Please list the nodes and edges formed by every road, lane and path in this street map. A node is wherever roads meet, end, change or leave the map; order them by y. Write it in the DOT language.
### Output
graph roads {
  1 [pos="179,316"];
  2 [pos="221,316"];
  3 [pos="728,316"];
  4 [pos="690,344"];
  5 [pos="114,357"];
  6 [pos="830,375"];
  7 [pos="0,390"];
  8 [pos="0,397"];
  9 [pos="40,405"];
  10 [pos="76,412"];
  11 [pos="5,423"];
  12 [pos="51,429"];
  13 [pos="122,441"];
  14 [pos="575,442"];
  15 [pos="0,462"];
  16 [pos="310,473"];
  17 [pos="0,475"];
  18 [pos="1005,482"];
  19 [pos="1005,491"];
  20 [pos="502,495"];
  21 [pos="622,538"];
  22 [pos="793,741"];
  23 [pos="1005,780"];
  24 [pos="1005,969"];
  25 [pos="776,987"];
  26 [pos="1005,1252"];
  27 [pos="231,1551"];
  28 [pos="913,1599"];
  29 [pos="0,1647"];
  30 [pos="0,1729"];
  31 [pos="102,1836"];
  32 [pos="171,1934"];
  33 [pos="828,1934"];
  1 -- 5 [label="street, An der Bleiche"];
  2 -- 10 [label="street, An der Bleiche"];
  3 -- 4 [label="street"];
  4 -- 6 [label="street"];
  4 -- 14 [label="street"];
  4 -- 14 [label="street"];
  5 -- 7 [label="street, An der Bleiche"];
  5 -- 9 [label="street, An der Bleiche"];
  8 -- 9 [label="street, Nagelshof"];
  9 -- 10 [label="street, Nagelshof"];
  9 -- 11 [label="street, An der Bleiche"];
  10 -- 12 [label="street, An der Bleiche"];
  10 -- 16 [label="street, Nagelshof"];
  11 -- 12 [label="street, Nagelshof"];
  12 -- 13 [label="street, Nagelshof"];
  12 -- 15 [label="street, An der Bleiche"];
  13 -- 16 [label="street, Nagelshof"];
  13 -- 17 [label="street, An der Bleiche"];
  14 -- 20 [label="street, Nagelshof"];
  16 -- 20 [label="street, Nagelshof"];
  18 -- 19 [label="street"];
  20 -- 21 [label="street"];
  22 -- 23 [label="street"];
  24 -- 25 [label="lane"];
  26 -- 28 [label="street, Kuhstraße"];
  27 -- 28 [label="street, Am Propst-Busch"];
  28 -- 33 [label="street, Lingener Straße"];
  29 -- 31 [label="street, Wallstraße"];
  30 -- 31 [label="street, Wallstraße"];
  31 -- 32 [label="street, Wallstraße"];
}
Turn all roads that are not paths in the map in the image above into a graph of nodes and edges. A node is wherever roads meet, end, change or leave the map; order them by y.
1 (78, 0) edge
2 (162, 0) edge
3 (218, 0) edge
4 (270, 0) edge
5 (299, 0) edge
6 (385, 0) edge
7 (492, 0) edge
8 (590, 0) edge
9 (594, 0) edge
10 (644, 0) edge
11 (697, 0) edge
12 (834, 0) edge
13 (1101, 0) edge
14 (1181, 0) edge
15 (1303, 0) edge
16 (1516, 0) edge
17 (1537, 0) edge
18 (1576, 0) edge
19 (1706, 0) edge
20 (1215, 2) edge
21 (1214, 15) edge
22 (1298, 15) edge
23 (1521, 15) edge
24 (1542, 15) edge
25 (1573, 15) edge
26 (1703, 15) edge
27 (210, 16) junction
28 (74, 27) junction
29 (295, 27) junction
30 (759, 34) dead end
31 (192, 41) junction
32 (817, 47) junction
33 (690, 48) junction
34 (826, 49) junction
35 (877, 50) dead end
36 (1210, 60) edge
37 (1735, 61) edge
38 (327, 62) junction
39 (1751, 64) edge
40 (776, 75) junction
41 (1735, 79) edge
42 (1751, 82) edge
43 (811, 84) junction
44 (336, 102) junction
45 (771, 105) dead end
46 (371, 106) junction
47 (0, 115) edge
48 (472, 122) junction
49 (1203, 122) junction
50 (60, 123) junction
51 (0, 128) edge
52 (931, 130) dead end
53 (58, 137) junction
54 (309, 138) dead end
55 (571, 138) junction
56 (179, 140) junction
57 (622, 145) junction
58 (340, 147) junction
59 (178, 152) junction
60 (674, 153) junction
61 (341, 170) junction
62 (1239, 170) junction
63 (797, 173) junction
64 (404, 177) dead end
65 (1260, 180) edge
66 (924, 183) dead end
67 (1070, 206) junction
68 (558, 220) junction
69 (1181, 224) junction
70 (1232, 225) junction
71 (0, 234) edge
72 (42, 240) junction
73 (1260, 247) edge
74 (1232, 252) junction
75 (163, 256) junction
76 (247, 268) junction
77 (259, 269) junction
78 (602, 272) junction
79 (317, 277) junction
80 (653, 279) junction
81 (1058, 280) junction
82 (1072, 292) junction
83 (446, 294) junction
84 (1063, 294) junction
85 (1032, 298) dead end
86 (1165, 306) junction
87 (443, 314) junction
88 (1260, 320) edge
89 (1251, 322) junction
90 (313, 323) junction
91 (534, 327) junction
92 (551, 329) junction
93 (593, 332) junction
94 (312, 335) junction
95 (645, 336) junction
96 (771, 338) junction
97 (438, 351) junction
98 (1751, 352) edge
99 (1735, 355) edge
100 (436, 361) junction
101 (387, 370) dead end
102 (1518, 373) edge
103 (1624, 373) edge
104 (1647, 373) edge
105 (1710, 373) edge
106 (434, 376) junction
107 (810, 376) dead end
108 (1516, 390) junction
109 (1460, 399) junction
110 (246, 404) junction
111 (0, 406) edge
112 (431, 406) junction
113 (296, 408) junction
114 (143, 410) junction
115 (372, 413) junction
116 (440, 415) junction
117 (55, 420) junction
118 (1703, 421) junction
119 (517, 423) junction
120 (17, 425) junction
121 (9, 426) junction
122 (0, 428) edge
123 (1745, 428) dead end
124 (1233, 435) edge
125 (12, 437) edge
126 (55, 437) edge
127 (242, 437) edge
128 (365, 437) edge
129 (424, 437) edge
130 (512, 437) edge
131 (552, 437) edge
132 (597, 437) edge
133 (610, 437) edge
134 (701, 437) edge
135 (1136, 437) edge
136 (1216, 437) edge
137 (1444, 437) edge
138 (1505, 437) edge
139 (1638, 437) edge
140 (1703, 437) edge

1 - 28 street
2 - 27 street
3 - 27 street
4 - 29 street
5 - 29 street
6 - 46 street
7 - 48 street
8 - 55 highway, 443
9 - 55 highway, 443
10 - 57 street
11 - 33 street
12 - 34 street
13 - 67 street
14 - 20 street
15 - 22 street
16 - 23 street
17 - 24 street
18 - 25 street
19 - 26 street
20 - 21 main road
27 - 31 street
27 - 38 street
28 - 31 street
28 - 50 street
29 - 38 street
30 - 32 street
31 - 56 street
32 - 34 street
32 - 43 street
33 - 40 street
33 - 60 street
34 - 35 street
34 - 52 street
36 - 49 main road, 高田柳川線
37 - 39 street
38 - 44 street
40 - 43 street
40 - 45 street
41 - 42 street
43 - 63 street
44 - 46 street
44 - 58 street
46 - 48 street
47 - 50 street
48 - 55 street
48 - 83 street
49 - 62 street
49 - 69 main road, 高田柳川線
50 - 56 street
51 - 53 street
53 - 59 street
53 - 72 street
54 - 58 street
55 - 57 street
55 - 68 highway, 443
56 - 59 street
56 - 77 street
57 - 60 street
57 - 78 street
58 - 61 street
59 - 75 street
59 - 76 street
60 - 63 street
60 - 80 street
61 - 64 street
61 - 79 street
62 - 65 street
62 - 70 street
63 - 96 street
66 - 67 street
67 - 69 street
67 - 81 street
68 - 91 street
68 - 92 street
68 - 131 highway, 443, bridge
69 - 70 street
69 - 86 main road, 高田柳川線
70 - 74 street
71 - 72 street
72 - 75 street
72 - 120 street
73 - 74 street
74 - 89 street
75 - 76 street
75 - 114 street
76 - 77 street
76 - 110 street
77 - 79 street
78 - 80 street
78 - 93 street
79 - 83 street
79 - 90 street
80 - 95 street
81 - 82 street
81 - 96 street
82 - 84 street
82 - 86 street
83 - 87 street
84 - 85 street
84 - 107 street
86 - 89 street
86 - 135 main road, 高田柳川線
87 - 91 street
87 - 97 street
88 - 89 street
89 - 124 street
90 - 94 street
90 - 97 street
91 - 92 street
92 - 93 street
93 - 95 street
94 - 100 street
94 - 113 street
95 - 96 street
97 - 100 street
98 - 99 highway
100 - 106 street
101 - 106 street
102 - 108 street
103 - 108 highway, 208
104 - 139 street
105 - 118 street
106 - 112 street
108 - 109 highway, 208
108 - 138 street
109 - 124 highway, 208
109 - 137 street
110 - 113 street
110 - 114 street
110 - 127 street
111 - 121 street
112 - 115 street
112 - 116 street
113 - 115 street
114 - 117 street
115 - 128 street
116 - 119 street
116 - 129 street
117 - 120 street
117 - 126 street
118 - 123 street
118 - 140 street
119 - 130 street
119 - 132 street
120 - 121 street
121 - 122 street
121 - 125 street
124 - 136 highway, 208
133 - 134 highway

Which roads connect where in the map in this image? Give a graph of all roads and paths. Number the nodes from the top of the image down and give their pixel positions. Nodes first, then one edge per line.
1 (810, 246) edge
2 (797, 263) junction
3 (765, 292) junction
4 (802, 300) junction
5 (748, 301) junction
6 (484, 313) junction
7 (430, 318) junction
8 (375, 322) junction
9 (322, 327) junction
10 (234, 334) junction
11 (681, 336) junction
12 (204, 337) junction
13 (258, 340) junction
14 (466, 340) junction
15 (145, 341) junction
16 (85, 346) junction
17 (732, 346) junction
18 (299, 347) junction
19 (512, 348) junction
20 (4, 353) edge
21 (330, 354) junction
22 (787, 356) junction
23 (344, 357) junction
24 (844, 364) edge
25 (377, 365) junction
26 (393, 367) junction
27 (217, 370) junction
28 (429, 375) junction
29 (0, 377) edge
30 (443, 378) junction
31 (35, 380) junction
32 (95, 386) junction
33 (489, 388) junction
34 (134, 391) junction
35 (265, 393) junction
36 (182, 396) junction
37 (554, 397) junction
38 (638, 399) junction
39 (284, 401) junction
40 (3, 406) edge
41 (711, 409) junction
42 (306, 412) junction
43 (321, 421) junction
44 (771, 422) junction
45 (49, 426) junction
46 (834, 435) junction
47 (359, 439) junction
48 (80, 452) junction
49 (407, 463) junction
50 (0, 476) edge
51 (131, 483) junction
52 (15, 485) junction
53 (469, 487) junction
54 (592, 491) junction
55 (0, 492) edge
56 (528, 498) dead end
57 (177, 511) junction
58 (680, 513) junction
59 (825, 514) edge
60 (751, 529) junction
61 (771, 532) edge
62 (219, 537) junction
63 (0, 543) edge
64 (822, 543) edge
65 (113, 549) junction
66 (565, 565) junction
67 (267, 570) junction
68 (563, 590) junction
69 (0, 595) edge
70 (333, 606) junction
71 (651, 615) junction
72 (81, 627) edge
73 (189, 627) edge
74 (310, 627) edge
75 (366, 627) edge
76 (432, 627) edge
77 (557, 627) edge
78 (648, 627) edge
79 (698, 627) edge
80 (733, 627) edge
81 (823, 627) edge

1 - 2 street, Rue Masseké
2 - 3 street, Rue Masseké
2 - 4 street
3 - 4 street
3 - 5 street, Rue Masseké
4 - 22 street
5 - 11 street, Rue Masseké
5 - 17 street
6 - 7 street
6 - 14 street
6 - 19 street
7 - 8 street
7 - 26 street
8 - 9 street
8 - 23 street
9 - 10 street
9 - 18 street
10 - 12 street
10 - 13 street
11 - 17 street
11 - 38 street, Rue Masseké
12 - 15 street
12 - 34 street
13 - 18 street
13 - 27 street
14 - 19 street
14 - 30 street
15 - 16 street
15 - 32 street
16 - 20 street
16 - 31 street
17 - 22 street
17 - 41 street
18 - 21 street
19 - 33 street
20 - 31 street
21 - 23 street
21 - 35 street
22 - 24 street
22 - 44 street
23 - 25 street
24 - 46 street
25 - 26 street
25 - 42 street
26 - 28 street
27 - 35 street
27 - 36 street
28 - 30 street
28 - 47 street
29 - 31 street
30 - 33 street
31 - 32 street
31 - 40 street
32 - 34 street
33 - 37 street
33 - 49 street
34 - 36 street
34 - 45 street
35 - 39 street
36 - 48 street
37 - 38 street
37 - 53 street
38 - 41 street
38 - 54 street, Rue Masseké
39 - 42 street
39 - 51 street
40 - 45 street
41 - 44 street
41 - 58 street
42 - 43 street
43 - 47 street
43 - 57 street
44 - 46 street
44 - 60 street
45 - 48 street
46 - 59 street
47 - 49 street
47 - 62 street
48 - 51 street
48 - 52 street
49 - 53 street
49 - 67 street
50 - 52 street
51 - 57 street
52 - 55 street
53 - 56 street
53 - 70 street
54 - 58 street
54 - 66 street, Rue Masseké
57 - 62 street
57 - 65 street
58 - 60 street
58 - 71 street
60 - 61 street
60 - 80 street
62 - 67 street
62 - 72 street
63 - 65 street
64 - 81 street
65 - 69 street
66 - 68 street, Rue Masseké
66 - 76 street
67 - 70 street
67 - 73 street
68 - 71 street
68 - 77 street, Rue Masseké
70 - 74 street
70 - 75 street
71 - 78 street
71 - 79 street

# # #

• _PROMPT_: Every line that contains the string "leave" should be copied from the records.

• _RESULT_:
Please list the nodes and edges formed by every road, lane and path in this street map. A node is wherever roads meet, end, change or leave the map; order them by y. Write it in the DOT language.
Turn all roads that are not paths in the map in the image above into a graph of nodes and edges. A node is wherever roads meet, end, change or leave the map; order them by y.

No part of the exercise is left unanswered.